Within the records below, filter for lines carrying the word "name" and copy them.

[[ INFORMATION SUPPLIED open ]]

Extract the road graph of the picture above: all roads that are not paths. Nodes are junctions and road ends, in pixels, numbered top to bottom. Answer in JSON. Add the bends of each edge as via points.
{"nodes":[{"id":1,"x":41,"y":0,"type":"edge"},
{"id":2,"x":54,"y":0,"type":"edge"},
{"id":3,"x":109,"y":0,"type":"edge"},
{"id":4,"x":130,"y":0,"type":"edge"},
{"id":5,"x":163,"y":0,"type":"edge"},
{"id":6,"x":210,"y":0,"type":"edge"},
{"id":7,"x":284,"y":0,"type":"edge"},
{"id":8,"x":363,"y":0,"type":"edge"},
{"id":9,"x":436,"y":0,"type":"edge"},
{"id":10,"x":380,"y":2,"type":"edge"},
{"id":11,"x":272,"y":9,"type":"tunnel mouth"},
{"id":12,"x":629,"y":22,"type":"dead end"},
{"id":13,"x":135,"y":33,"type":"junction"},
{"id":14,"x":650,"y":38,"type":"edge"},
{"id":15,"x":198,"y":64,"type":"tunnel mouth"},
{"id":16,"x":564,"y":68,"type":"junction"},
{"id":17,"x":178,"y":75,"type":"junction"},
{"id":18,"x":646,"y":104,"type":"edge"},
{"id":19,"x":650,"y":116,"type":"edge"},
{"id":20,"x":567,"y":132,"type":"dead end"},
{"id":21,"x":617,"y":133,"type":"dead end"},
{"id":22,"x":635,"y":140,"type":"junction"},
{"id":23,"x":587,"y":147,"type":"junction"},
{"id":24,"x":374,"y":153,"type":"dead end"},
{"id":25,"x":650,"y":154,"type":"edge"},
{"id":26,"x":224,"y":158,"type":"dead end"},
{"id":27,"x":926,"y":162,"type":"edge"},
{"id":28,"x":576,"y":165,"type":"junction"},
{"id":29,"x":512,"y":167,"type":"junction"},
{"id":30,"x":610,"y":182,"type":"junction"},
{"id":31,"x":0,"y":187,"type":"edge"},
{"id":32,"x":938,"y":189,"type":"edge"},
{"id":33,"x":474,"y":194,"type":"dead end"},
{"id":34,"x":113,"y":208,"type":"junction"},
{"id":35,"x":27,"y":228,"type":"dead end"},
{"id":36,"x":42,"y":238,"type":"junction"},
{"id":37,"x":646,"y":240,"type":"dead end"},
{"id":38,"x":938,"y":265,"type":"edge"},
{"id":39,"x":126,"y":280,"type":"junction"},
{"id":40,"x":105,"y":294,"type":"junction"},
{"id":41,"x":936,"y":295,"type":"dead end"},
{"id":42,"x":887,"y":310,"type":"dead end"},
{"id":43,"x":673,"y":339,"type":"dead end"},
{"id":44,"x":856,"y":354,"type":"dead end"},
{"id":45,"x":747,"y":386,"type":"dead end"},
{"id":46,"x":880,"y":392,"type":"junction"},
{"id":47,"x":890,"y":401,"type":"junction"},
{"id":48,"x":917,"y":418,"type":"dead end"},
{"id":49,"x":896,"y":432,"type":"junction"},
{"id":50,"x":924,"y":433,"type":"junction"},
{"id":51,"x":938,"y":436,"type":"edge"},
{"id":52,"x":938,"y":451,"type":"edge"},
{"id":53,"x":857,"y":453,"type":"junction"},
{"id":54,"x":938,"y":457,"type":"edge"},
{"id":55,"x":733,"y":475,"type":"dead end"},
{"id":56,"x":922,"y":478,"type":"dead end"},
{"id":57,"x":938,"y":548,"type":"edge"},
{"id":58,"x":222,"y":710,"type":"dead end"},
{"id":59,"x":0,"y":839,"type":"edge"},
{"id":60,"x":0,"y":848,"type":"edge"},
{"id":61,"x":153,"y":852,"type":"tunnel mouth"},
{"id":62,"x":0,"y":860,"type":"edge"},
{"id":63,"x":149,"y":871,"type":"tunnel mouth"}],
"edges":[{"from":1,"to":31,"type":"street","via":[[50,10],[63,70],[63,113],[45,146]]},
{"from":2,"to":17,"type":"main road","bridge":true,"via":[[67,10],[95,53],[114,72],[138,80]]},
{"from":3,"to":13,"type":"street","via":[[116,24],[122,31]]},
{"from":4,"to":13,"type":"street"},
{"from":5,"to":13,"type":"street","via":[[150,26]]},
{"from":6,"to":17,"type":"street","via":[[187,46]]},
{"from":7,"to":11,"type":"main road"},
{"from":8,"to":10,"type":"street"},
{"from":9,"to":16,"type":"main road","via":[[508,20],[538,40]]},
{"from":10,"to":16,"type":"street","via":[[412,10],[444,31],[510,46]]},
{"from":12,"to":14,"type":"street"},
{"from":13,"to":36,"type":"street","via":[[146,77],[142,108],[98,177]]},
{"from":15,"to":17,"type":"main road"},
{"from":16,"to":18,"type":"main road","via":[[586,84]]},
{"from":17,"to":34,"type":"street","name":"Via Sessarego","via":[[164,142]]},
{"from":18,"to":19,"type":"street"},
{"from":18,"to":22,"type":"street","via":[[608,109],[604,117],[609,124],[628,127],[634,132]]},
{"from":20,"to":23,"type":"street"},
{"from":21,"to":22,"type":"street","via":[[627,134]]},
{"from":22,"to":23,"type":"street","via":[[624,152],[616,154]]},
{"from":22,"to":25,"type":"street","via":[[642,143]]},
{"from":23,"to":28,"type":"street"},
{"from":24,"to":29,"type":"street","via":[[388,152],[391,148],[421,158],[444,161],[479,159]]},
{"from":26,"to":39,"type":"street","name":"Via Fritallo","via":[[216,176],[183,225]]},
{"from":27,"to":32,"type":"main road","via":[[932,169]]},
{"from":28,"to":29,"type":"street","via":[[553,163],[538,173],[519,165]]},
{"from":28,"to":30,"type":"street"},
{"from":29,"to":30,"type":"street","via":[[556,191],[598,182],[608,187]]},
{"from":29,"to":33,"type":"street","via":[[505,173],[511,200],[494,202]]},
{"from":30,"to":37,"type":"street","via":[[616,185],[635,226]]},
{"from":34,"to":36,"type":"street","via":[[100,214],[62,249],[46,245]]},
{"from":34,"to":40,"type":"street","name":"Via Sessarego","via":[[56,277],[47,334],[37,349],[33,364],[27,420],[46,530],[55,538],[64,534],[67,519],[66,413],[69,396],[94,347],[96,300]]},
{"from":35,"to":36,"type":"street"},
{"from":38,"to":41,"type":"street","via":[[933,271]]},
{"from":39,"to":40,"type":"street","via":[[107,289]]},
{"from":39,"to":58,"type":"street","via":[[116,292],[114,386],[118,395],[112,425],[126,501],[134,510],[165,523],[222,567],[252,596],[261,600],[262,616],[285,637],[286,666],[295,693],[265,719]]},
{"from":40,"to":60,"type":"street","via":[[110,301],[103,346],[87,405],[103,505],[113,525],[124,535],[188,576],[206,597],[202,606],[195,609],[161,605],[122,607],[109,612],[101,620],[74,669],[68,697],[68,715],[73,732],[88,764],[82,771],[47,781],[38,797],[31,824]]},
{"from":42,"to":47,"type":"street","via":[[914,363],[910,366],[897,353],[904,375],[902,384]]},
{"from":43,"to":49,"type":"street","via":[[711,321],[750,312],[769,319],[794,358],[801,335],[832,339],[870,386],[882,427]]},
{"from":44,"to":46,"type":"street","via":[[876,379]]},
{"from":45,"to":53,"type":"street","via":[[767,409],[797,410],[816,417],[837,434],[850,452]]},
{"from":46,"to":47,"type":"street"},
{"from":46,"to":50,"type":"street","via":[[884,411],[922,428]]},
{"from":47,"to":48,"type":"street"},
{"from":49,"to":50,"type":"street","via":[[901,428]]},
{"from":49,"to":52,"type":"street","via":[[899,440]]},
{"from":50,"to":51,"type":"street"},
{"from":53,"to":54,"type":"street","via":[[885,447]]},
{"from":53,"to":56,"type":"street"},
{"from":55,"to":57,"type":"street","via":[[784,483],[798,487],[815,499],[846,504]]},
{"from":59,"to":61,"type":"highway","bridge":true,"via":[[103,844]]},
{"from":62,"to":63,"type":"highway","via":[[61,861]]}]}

[[ INFORMATION SUPPLIED closed ]]

--- ANSWER TO THIS EXERCISE ---
{"from":17,"to":34,"type":"street","name":"Via Sessarego","via":[[164,142]]},
{"from":26,"to":39,"type":"street","name":"Via Fritallo","via":[[216,176],[183,225]]},
{"from":34,"to":40,"type":"street","name":"Via Sessarego","via":[[56,277],[47,334],[37,349],[33,364],[27,420],[46,530],[55,538],[64,534],[67,519],[66,413],[69,396],[94,347],[96,300]]},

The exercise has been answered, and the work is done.